Since all societies are run by minority elites (even ours) the composition of elites in government, speculative intelligence and innovation in the middle classes, and capable mechanics in the proletariat determine the competitive rates of innovation and change in a society.

Despite Racial, national, and class differences in IQ distribution, it does not take a genius to run a market economy. As our pliticians demonstrate daily. What is important is that in any sufficiently large body of people exist sufficient numbers to adopt the rule of law, the institutions of trade, and some form of capital production.

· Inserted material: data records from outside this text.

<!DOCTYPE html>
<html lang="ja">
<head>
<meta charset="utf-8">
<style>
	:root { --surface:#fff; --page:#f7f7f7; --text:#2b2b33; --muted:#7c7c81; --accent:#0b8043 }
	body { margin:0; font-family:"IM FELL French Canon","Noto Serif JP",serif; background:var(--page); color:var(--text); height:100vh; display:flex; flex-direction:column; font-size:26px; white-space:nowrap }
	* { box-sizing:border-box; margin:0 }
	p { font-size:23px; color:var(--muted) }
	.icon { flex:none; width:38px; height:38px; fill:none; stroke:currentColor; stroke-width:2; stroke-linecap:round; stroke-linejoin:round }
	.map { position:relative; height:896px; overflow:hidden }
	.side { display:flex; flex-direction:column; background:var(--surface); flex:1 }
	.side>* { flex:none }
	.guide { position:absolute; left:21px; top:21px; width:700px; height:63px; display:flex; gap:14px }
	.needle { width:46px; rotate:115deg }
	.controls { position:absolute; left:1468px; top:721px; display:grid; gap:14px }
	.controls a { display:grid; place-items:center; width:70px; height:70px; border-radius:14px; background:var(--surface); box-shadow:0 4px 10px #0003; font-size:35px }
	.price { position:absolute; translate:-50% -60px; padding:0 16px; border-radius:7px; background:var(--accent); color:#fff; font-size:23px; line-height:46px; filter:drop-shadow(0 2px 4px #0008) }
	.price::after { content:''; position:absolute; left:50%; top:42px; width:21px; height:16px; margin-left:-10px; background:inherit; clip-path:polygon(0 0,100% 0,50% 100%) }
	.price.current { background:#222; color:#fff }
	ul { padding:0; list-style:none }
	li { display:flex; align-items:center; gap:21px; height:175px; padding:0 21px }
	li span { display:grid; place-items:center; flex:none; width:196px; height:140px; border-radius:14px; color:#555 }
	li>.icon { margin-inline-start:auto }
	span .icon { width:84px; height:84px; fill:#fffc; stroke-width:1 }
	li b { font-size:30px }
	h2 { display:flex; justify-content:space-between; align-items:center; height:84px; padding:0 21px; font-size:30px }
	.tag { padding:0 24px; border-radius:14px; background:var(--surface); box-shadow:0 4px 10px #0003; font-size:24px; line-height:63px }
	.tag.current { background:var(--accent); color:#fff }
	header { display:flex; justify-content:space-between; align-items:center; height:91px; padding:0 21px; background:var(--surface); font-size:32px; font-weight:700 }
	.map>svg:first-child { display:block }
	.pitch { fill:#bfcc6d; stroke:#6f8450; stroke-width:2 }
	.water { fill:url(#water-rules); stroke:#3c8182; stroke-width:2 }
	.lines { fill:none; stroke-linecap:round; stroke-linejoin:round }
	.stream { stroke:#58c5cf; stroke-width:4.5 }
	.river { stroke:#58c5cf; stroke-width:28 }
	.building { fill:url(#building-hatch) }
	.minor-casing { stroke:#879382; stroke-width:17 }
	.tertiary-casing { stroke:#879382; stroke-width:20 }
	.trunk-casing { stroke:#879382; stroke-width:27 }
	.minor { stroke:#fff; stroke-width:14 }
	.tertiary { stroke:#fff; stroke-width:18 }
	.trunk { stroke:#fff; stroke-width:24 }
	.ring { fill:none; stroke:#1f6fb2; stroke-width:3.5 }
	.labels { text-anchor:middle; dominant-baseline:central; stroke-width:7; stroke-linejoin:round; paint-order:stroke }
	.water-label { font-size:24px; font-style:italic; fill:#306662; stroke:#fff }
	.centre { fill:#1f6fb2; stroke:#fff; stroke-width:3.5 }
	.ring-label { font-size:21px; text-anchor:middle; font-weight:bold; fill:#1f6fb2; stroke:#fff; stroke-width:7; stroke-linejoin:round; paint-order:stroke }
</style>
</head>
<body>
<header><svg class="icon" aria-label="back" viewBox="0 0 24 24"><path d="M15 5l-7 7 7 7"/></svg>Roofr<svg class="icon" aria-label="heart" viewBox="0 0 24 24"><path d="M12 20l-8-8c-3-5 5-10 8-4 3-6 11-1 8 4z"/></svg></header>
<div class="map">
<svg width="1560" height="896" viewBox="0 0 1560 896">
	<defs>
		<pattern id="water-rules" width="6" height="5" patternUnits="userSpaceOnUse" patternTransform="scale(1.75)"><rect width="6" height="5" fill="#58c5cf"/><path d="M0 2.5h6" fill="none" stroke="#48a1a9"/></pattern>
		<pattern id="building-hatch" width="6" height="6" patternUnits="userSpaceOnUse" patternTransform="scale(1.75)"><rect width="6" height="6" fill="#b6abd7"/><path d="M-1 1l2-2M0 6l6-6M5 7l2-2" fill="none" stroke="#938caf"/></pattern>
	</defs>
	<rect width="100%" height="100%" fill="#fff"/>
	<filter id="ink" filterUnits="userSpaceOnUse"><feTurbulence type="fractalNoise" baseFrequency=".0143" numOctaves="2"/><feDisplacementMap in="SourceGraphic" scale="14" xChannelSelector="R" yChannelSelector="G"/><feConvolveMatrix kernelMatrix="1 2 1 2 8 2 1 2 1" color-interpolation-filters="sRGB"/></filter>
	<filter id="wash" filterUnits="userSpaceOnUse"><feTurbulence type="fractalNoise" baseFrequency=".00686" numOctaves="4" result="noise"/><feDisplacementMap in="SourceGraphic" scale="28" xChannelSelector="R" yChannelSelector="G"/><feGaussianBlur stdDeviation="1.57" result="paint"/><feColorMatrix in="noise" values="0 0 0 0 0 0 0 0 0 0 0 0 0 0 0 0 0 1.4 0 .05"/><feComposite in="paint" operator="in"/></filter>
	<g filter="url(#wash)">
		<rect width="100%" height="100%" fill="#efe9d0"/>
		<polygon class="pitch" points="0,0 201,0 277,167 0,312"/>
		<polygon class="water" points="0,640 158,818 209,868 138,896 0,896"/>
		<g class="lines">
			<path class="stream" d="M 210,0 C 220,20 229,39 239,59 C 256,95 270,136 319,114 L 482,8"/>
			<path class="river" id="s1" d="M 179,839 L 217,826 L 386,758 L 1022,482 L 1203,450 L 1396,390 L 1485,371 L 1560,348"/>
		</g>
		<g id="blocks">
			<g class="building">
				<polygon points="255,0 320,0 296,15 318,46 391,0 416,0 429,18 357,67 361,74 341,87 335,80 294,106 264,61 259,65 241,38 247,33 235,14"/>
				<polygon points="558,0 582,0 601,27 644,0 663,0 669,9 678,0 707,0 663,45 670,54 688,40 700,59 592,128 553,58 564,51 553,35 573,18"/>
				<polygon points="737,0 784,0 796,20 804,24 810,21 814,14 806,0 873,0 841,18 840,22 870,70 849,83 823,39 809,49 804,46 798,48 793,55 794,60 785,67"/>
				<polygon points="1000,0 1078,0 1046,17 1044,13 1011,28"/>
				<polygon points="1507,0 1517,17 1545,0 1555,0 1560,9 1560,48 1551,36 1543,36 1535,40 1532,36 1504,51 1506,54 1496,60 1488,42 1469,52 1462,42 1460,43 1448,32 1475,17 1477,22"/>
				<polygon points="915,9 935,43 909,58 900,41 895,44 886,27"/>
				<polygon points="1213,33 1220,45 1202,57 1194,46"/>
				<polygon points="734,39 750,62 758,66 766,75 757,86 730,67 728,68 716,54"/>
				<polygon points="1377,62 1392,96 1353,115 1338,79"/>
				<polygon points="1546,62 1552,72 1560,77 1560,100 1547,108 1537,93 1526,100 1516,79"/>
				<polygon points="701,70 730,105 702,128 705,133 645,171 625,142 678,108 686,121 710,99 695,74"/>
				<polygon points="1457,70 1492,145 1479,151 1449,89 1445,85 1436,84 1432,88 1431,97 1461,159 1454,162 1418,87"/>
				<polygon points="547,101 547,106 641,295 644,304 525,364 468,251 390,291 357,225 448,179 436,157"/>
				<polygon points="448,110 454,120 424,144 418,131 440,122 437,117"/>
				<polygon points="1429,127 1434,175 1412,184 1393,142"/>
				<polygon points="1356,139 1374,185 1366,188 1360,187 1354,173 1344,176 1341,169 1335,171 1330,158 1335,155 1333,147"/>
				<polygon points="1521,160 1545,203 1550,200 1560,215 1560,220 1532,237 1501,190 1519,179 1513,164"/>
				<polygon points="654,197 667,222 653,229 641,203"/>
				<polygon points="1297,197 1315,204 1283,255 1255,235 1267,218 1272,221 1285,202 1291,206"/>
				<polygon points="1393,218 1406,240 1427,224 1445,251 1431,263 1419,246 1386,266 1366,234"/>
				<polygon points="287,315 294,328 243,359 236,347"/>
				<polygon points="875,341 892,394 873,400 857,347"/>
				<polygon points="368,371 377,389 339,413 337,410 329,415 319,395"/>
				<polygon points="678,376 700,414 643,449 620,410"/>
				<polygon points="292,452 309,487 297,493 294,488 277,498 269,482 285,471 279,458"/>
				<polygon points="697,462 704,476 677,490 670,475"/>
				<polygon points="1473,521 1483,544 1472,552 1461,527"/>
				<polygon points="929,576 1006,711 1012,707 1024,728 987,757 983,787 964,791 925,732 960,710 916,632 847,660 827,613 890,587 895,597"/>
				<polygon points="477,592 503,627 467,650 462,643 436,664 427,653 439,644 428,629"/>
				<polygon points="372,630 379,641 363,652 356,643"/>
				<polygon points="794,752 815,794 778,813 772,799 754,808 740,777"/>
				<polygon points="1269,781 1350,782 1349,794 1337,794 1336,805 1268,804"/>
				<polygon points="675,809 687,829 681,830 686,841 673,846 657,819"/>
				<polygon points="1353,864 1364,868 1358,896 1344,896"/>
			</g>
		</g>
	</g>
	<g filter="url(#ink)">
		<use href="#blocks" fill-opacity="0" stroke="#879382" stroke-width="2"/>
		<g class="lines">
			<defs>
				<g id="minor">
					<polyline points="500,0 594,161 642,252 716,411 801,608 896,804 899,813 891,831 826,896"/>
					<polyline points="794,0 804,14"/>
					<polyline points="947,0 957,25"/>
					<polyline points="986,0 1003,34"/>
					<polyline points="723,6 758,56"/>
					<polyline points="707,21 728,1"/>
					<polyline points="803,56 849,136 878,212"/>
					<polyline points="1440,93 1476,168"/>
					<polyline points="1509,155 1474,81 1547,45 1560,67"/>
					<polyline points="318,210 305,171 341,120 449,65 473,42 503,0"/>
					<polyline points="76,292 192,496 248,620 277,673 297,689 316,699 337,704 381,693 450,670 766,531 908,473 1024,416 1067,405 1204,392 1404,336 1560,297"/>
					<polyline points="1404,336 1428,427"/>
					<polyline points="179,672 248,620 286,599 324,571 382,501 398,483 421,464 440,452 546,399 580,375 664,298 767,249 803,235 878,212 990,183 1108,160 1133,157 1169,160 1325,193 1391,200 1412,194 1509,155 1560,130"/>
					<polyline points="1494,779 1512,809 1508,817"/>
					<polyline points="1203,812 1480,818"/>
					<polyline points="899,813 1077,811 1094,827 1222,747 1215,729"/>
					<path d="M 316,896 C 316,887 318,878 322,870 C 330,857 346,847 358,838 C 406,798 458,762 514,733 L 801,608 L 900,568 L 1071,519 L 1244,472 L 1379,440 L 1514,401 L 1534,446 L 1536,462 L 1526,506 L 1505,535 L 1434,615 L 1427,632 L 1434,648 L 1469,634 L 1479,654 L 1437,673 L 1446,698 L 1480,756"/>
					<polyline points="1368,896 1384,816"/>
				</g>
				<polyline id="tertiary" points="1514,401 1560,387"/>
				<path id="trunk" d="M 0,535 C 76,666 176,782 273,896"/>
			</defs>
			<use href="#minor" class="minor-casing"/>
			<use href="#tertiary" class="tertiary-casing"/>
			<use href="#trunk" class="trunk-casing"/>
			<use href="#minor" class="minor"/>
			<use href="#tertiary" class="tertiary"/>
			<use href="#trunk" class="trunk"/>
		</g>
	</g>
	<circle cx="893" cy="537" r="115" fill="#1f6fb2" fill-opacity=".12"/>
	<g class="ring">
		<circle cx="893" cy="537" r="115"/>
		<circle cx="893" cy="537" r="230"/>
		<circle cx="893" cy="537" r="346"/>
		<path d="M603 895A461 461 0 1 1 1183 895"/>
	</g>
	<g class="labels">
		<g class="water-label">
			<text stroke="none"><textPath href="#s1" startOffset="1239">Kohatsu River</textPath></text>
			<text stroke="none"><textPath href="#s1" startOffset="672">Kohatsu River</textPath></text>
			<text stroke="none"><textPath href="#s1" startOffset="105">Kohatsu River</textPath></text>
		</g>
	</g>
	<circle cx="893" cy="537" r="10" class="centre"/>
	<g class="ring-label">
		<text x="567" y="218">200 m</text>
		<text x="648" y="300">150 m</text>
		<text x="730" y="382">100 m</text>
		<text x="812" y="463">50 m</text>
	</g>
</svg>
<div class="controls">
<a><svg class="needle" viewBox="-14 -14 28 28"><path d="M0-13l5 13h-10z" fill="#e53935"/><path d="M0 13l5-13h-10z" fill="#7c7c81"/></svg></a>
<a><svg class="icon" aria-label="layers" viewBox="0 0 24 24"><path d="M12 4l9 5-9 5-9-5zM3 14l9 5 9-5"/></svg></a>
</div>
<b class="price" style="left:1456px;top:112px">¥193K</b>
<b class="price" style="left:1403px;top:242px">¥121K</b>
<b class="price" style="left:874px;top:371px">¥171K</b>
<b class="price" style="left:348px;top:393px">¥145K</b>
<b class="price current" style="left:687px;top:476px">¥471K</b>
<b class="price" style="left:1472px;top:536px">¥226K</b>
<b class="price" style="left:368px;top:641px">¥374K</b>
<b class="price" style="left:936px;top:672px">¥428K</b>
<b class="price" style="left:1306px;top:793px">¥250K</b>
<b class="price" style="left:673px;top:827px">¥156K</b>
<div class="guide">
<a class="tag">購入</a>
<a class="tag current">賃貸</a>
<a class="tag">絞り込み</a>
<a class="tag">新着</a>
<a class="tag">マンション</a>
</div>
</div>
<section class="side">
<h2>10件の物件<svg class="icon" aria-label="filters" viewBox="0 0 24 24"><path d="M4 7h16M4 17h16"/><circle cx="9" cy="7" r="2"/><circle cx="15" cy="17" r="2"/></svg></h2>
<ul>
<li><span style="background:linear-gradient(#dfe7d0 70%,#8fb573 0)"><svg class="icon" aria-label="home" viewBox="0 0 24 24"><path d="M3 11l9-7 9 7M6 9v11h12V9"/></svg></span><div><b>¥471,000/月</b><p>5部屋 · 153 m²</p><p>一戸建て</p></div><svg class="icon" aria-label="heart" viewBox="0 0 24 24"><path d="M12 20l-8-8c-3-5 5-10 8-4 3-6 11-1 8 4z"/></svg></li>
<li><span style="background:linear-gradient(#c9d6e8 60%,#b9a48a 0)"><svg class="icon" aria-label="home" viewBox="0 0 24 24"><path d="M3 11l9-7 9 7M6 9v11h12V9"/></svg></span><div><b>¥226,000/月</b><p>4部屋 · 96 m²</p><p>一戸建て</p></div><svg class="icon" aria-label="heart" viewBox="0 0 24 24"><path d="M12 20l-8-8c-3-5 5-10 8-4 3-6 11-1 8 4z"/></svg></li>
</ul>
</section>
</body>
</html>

The problem is one of numbers: getting the barbarians and potential corrupt bureaucrats to forgo opportunities for personal gain in order to fund the development of their human capital. The problem of coordinating production in a division of knowledge and labor requires a great deal of sacrifice.

It is the is a sufficient set of principles govern the progress and adaptability of cultures.

As other readers have commented, colonialism is perhaps the greatest determinant today of the relative state of failed nations.

I hope this was helpful in providing food for thought.